(Dataset entries)
------------------------------------------------------------
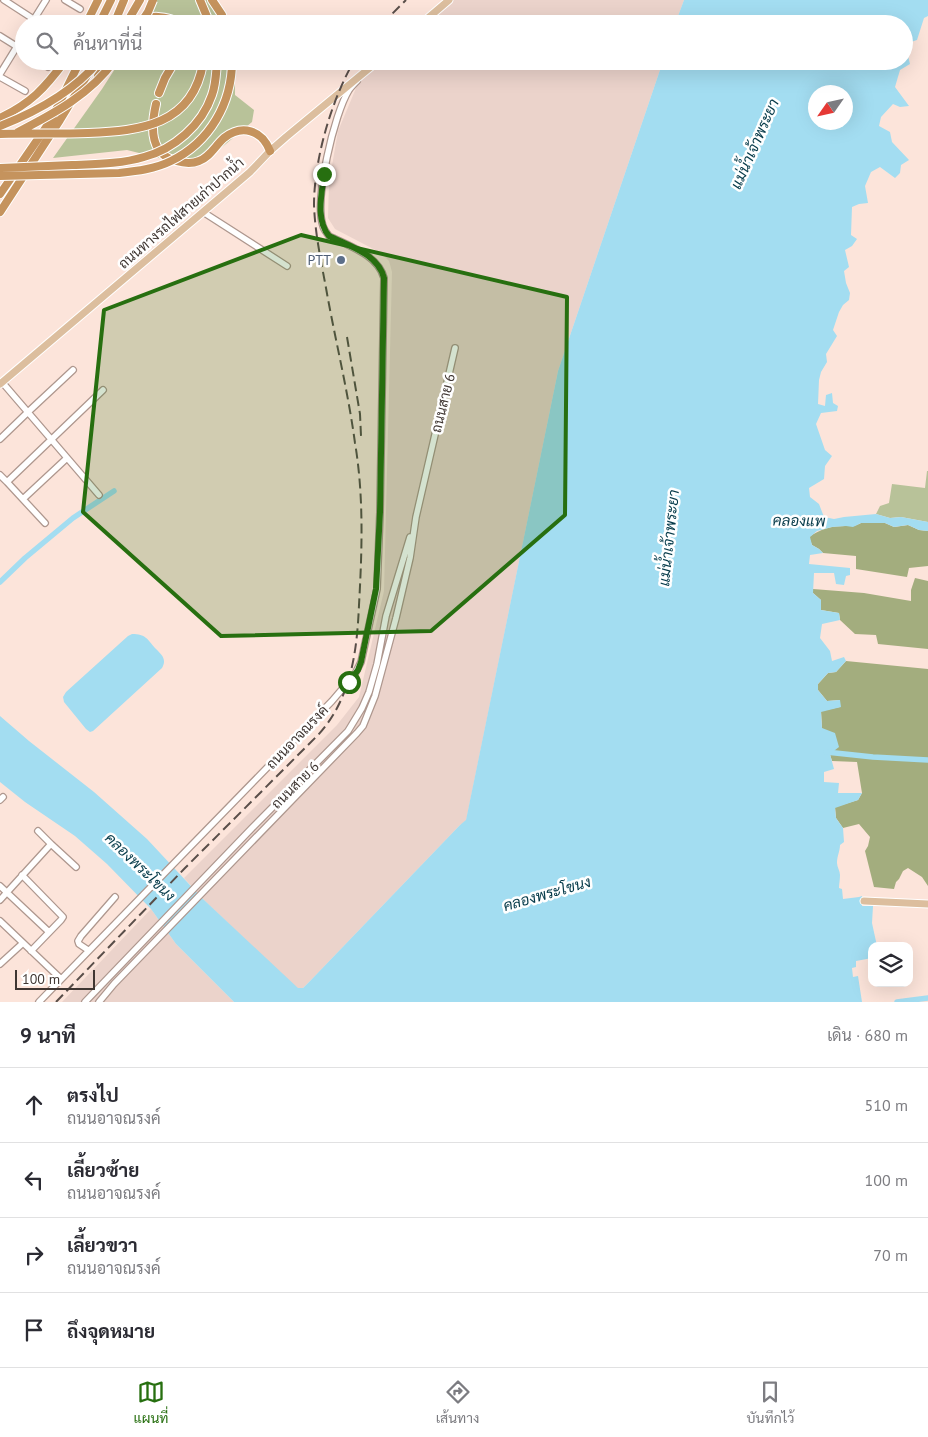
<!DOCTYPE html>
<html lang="th">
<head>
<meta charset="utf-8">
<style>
	body { margin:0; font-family:"PT Sans",Sarabun,sans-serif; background:#f2f2f3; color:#2b2b33 }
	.controls { position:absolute; right:15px; bottom:15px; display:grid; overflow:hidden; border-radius:10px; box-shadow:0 5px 20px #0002 }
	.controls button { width:45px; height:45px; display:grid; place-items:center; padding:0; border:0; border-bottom:1px solid #e1e1e2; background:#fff; color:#2b2b33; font:25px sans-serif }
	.compass { position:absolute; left:808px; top:85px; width:45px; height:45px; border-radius:50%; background:#fff; box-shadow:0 5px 20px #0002; rotate:236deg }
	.scale { position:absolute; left:15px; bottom:12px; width:80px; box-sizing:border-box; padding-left:5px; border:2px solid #3f3632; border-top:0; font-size:14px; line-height:18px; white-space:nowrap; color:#3f3632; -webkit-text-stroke:4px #fff; paint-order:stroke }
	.stop { position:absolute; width:15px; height:15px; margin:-11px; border:4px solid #276f10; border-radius:50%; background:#fff }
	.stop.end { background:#276f10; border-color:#fff; box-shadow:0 1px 5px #0008 }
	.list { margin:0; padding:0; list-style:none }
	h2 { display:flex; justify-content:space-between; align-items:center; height:65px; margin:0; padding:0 20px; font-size:21px }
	h2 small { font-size:16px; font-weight:400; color:#7c7c81 }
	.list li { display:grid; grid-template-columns:32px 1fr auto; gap:15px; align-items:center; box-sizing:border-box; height:75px; padding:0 20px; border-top:1px solid #e1e1e2 }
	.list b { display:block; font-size:19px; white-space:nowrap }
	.list p { margin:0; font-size:16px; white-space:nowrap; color:#7c7c81 }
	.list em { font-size:16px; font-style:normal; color:#7c7c81 }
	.icon { flex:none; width:28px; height:28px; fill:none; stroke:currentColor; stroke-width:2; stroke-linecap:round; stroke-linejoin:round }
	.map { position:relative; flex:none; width:928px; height:1002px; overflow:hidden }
	.search { position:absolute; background:#fff; box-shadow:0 5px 20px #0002; left:15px; right:15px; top:15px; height:55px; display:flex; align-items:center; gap:12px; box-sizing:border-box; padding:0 18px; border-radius:28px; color:#7c7c81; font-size:19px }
	.sheet { height:365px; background:#fff }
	nav { display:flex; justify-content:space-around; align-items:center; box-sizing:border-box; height:70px; border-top:1px solid #e1e1e2; background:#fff; font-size:14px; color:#7c7c81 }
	nav a { display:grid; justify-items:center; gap:2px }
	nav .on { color:#276f10 }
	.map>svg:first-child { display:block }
	.industrial { fill:#ebd3cb }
	.green { fill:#b8c299 }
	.forest { fill:#a3ad7e }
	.water { fill:#a3ddf1; fill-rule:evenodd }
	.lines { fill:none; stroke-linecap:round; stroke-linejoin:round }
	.canal { stroke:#a3ddf1; stroke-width:5.5 }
	.minor-casing { stroke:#ae978e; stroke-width:8 }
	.major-casing { stroke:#fff; stroke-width:9 }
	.highway-casing { stroke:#fff; stroke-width:10 }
	.minor { stroke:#fff; stroke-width:5.5 }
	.major { stroke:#dcbe9e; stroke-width:7 }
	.highway { stroke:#c5935d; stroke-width:8 }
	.rail { stroke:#594e49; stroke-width:2; stroke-dasharray:10 5; stroke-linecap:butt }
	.highway-bridge-casing { stroke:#fff; stroke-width:10; stroke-linecap:butt }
	.highway-bridge { stroke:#c5935d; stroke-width:8 }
	.route { stroke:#276f10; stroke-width:6 }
	.marked { fill:#276f10; fill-opacity:0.2; stroke:#276f10; stroke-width:4; stroke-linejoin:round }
	.service-dot { fill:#5c6f8a; stroke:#fff; stroke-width:2 }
	.labels { text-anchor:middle; stroke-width:5; stroke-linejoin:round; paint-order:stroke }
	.street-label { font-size:14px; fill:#3f3632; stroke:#fff }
	.service-label { font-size:14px; fill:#4e5e75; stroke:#fff; text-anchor:end }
	.water-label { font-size:15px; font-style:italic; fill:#063b4a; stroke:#fff }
</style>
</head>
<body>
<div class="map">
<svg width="928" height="1002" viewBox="0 0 928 1002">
	<rect width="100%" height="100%" fill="#fce4da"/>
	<!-- industrial -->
	<path class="industrial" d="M453 0H684L675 24H425Z
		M381 61H663L558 371 466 821 460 825 311 980 303 988 300 989 295 987 203 899 184 878 337 725 359 697 384 591 392 272 389 261 381 253 335 229 328 218 329 183 338 131 359 81Z
		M151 909 176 944 234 1002H62Z"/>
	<!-- green -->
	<path class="green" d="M157 0H216L228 17 230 24H143Z
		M120 61H235V95L254 110 252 122 202 164H183L127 150 53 158 102 89Z
		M927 471H928V522L901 517 890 518 876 514 880 506 889 503 892 484 925 488Z"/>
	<!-- forest -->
	<path class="forest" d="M861 523H885L894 527 908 525 919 530 928 531V566L909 568 907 577 856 569V556L823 553 819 549 812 545 809 537C820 529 832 526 845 526 853 526 853 527 861 523Z
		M915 578 928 581V649L878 644 876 635 855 634 840 620 839 613 821 610V600L813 593V589L864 593 911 601V590Z
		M846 661 928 669V886L922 877 908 868 903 871 899 879 896 882 894 889 874 887 865 851 868 846 870 837 859 824 843 828 836 818 835 807 858 800 862 793 857 762 832 761 822 728 821 711 840 707V700L827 701 818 690V684L828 673 836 672Z"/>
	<!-- water -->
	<path class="water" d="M684 0H928V16L924 18 917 40 911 42 906 48 910 64 900 70 895 87 909 106 900 107 893 104 881 117 879 126 890 132 892 142 909 160 901 165 900 173 895 178 880 167 871 172 865 186 868 203 859 204 852 207 851 235 857 239 852 246 845 250 849 267 844 271 846 283 850 293 849 300 843 305 839 312 833 330 837 336 826 354 827 362 821 372 819 380 818 404 825 406 826 395 832 393 833 403 838 406 837 411 821 413 816 424 825 450 832 456 825 466 824 479 809 488 810 497 819 504 824 517 834 519 844 517 876 514 890 518 901 517 928 522V531L919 530 908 525 894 527 885 523H861L853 527 846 526 832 527 817 531 810 537 812 545 819 549 823 553 810 555 809 564 850 568V575L846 576 844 585 836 584 834 573H814L813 593 821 600V610L839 613 840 620 822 624 820 638 830 651 832 661 844 657 846 661 836 672 828 673 818 684V690L827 701 840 700 841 707 821 712 822 728 835 733 839 747 830 754 834 769 824 772V782L839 783 838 793H862L858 800 835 808 836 818 843 828 844 842 840 845C840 851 837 856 837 863 837 867 840 871 840 875 840 880 839 884 839 888L842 889 843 899 859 897 862 896V906H873L872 923 877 946H872V958L856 961V967L852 968 853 977 858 976 862 1002H234L176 944 151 909 107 864 75 836 25 802 0 782V716L29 741 94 792 147 839 203 899 298 988H303L311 980 460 825 466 820 558 371 663 61H904V24H675ZM816 92H846V122H816Z
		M132 634C146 634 147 639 155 648 162 655 167 659 162 668L93 731 90 732 86 729 64 702 63 697 66 692 128 636Z"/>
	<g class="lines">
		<!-- canal -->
		<path class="canal" d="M0 582 25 558 73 518 114 491
			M826 752 873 757 928 760
			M897 1002 928 998"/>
		<defs>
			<path id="minor" d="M4 0 41 24
				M65 0 80 9
				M31 24 46 0
				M0 36 24 51
				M40 61 48 67
				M0 74 24 35
				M0 77 25 91
				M203 212 287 266
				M2 382 99 495
				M0 439 28 412 73 370
				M0 475 7 482
				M23 499 67 458
				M45 523 7 482 103 390
				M0 800 3 797
				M38 831 51 844
				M22 875 63 917 61 920 31 951
				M0 886 49 932
				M0 900 51 844 76 867
				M0 921 61 979
				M88 950 79 944 78 941 81 936 115 897
				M0 964 23 943
				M39 1002 332 701 355 674 361 662 377 589 380 512 384 278C378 255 349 246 329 236 327 233 324 230 323 226 314 200 334 114 349 90 351 87 354 84 357 81
				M85 1002 252 828 348 731 362 708 369 692 377 664 386 616 410 537
				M99 1002 114 984 357 733 363 726 375 696 396 618 410 558 416 517 455 348"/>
			<path id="major" d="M421 24 449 0
				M0 384 203 212 250 172 270 151 286 137 378 61
				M864 901 928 904"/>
			<path id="highway" d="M200 0 210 24
				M212 0 222 15 225 24
				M86 24 98 0
				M99 24 111 0
				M114 24 124 0
				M126 24 140 0
				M135 24C148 13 168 16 182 24
				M98 76 108 61
				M159 93 165 78 175 61
				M156 104C151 126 149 154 176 161 183 163 192 164 199 161 210 157 215 146 224 138 242 124 262 130 270 151
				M0 118C31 103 44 89 65 61
				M0 194 51 120 80 61
				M0 212 60 120 88 74"/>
		</defs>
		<!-- minor casing -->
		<use href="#minor" class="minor-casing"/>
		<!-- major casing -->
		<use href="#major" class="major-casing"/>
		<!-- highway casing -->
		<use href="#highway" class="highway-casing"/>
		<!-- minor -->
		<use href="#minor" class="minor"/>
		<!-- major -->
		<use href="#major" class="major"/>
		<!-- highway -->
		<use href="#highway" class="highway"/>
		<!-- rail -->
		<path class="rail" d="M382 24 406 0
			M347 337 360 414 361 436
			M56 1002 185 868 318 735C351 699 357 652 359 605 362 551 364 497 355 443 348 391 335 339 326 288 321 261 315 233 314 205 314 160 331 101 354 61"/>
		<defs>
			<path id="highway-bridge" d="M140 24 148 12 153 0
				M0 126C36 112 74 91 99 61
				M18 132C53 114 91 94 114 61
				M0 134C29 133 59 134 88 133 140 131 193 125 203 63
				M0 168C24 167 48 166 72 165 96 164 121 164 144 157 174 149 202 125 212 95 216 84 216 73 217 62
				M0 176 119 173C137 171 155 169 171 161 210 142 232 103 232 61"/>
		</defs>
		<!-- highway-bridge casing -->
		<use href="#highway-bridge" class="highway-bridge-casing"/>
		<!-- highway-bridge -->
		<use href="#highway-bridge" class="highway-bridge"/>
	</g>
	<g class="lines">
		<!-- route -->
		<path class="route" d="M324 174C322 193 315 219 329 236 349 246 378 254 384 278L380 512 376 589 361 662 358 670 349 682"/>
	</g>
	<!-- marked area -->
	<path class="marked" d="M301 235 567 297 565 515 431 631 221 636 83 512 104 310Z"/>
	<!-- markers -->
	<circle class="service-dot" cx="341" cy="260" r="5"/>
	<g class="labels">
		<!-- street labels -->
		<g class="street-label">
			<text transform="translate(181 213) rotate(-41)" y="5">ถนนทางรถไฟสายเก่าปากน้ำ</text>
			<text transform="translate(443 403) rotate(-76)" y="5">ถนนสาย 6</text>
			<text transform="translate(297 737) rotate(-46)" y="5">ถนนอาจณรงค์</text>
			<text transform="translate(295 785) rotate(-45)" y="5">ถนนสาย 6</text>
		</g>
		<!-- service labels -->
		<g class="service-label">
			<text x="331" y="265">PTT</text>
		</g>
		<!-- water labels -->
		<g class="water-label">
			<text transform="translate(755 144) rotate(-66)" y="5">แม่น้ำเจ้าพระยา</text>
			<text transform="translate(799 521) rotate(1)" y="5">คลองแพ</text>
			<text transform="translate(669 538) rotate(-84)" y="5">แม่น้ำเจ้าพระยา</text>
			<text transform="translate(140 867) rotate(44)" y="5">คลองพระโขนง</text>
			<text transform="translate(547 894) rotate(-16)" y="5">คลองพระโขนง</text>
		</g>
	</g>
</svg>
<div class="controls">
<button><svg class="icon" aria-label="layers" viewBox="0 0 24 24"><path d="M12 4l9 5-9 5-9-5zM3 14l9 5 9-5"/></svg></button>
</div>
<svg class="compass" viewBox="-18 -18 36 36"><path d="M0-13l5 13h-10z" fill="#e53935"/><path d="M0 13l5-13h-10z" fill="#7c7c81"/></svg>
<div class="scale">100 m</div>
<div class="stop" style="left:349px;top:682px"></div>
<div class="stop end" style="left:324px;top:174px"></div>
<div class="search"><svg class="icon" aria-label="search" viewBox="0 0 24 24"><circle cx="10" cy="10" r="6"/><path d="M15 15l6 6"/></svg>ค้นหาที่นี่</div>
</div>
<section class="sheet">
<h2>9 นาที<small>เดิน · 680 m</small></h2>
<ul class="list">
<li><svg class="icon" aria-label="ahead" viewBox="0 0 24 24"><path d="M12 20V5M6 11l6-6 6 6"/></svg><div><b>ตรงไป</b><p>ถนนอาจณรงค์</p></div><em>510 m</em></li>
<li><svg class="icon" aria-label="left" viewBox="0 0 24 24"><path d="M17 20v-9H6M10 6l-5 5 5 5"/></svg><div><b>เลี้ยวซ้าย</b><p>ถนนอาจณรงค์</p></div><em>100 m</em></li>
<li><svg class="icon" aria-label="right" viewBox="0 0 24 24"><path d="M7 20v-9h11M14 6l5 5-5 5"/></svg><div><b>เลี้ยวขวา</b><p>ถนนอาจณรงค์</p></div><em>70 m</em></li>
<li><svg class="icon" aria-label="arrive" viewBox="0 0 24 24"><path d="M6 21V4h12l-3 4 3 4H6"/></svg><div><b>ถึงจุดหมาย</b></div></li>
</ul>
</section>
<nav>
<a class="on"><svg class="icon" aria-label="map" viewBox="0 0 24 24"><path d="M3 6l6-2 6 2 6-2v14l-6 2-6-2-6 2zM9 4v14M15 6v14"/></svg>แผนที่</a>
<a><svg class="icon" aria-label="directions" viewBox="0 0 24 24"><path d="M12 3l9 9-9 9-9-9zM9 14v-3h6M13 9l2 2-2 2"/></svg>เส้นทาง</a>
<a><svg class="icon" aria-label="saved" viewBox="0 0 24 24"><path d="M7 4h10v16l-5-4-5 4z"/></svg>บันทึกไว้</a>
</nav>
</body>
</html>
------------------------------------------------------------
The word "compass" may appear in several lines of the data; copy every line where it does.

	.compass { position:absolute; left:808px; top:85px; width:45px; height:45px; border-radius:50%; background:#fff; box-shadow:0 5px 20px #0002; rotate:236deg }
<svg class="compass" viewBox="-18 -18 36 36"><path d="M0-13l5 13h-10z" fill="#e53935"/><path d="M0 13l5-13h-10z" fill="#7c7c81"/></svg>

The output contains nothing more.